What this task involves - Please state how many lines of the data below contain the word "name", offering nothing besides the number.

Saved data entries
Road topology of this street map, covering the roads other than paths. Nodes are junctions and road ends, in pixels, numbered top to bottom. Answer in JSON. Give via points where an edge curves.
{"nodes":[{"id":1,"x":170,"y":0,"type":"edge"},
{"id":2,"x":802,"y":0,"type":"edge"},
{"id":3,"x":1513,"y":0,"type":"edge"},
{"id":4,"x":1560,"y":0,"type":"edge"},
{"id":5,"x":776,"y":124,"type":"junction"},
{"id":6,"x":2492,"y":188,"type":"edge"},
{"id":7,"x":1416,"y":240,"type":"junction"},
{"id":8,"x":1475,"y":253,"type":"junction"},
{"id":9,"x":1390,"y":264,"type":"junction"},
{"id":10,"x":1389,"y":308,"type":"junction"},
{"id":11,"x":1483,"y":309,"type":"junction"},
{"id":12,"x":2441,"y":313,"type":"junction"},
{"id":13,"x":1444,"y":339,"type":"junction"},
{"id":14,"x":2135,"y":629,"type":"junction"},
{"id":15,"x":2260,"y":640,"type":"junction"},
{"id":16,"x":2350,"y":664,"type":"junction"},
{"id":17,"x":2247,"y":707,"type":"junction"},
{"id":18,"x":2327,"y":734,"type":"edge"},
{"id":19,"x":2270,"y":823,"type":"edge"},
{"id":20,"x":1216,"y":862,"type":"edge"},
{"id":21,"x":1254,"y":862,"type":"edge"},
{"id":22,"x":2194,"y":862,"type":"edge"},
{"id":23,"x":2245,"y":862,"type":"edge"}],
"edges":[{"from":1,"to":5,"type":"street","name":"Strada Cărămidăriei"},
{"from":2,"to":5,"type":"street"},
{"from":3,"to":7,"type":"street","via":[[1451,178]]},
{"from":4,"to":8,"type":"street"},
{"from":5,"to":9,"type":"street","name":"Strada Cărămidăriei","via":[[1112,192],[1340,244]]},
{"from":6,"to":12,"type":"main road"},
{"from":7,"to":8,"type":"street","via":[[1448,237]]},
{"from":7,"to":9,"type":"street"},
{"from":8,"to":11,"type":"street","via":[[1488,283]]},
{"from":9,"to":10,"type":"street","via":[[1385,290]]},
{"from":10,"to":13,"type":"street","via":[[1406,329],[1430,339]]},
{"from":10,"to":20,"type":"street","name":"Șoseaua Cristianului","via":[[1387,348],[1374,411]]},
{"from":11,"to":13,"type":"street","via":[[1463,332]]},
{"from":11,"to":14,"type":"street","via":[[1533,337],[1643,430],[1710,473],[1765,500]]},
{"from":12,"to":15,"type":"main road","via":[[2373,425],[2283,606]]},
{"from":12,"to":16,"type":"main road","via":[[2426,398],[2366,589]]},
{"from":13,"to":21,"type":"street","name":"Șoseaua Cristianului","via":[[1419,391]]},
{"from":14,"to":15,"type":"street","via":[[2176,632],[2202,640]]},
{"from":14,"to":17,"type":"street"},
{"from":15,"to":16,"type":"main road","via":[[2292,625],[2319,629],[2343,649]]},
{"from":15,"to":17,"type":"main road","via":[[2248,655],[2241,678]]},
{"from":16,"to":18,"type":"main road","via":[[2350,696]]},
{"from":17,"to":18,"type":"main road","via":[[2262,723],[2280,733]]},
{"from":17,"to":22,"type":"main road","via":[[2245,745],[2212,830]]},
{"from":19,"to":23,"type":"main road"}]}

Response to this exercise - 4